Garimpando saudades

Daqui do alto posso ver aquela casa.

Em meio à cinzentice que amanheceu no dia de hoje ela se mostra.

Foi a casa onde cresci. Desde os tempos idos de um mil novecentos e cinquenta e cinco.

Para ali me mudei aos cinco anos. Vindo de Boa Esperança. Onde meu saudoso pai trabalhava no mesmo banco onde se aposentou.

Hoje ela está de portas fechadas. Ninguém mais mora nela. Desabitada, abandonada, não sei qual será seu destino.

Entristece-me ver aquele cenário. Onde fui tão feliz. Ao lado dos meus queridos pais. E dos meus dois irmãos. Fred e Rosinha se mudaram pra outra casa. Rosinha pertinho dela. Fred na Belo Horizonte bastante mudada de quando ali morei.

De vez em quando, quase sempre, por ali passo. No debrum das tardes. Depois de deixar o consultório em mãos sempre confiáveis da prestativa Zaninha. Minha secretária enfermeira, que me ajuda quando dela preciso.
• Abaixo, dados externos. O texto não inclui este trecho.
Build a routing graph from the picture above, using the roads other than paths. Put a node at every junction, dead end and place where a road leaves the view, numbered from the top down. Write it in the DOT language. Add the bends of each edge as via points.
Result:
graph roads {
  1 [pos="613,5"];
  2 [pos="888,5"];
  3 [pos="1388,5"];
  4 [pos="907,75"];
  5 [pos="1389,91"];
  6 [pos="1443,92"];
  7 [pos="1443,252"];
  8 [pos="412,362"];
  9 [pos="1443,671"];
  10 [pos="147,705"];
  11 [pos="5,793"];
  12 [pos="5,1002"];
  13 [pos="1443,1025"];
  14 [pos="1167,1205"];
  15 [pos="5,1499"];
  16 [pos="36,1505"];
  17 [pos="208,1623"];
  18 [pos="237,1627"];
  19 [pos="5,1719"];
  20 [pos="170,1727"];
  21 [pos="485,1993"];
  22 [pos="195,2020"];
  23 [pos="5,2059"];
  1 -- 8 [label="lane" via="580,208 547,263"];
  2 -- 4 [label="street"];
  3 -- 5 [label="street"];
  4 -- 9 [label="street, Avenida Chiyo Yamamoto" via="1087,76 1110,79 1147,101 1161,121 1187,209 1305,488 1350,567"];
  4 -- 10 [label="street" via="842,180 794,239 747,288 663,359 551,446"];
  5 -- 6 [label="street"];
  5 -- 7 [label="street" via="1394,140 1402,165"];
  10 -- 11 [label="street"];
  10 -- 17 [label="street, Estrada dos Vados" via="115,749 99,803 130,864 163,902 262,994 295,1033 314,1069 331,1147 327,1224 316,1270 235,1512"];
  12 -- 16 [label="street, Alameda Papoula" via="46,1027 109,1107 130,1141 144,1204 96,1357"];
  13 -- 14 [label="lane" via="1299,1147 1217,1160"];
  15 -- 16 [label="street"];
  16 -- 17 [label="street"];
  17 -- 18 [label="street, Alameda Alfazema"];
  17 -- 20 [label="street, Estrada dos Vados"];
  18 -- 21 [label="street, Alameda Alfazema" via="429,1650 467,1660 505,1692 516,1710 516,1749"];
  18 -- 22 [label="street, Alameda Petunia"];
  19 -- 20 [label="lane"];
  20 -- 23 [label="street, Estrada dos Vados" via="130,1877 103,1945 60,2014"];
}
Não sei o que seria de mim sem ela. Um médico solitário. Entregue as suas lembranças de um passado que infelizmente não volta mais.

Apesar da idade, perdida a mocidade, tenho sempre o cuidado de me exercitar para que a velhice retarde um cadinho mais.

Como me faz falta aquela academia. Das letras de muito me afastei. Prefiro aquela que enrijece os músculos. Faz das minhas pernas andejas o que sempre me atraiu. Correr pelas estradas. Sentir a brisa fresca das manhãs era um costume antigo. Aos domingos ia à vizinha Ribeirão. Pela estrada do Madeira. Já agora prefiro o ambiente seguro das academias. Já que a velha estrada oferece perigos.

Ao voltar por aquela mesma rua, onde aprendi a colecionar amigos, que saudade da Costa Pereira, hoje transformada em rua das clínicas, onde ainda mora o velho hospital, e vejo aquela casa quase transformada em ruinas, percebo um portão entreaberto. Por ali adentro. Entro sem que ninguém perceba. Vou ao antigo escritório do meu pai, pé ante pé, na escuridão que domina aquele cenário de tantas lembranças ternas, a velha Facit não está mais lá.

Livros amontoados. Papéis abandonados. Fotografias antigas, e até um diário escrito por minha querida tia Cida, que ainda vive ao lado de seu filho.

Passo momentos indeléveis a cultivar saudades. Perdido entre muitas lembranças do meu passado. Ainda não sepultado junto aos meus pais.

Ali fico garimpando saudades. Daquelas pessoas queridas que a morte levou.

Aquela casa hoje está vazia. Mas cheia de lembranças que o tempo levou.

Não sei qual será o seu destino. Se vai ser demolida. Transformada em escombros. Não importa. O que conta é vou continuar a garimpar saudades. Enquanto a vida me permitir a sentir saudade. De um tempo bom que já passou.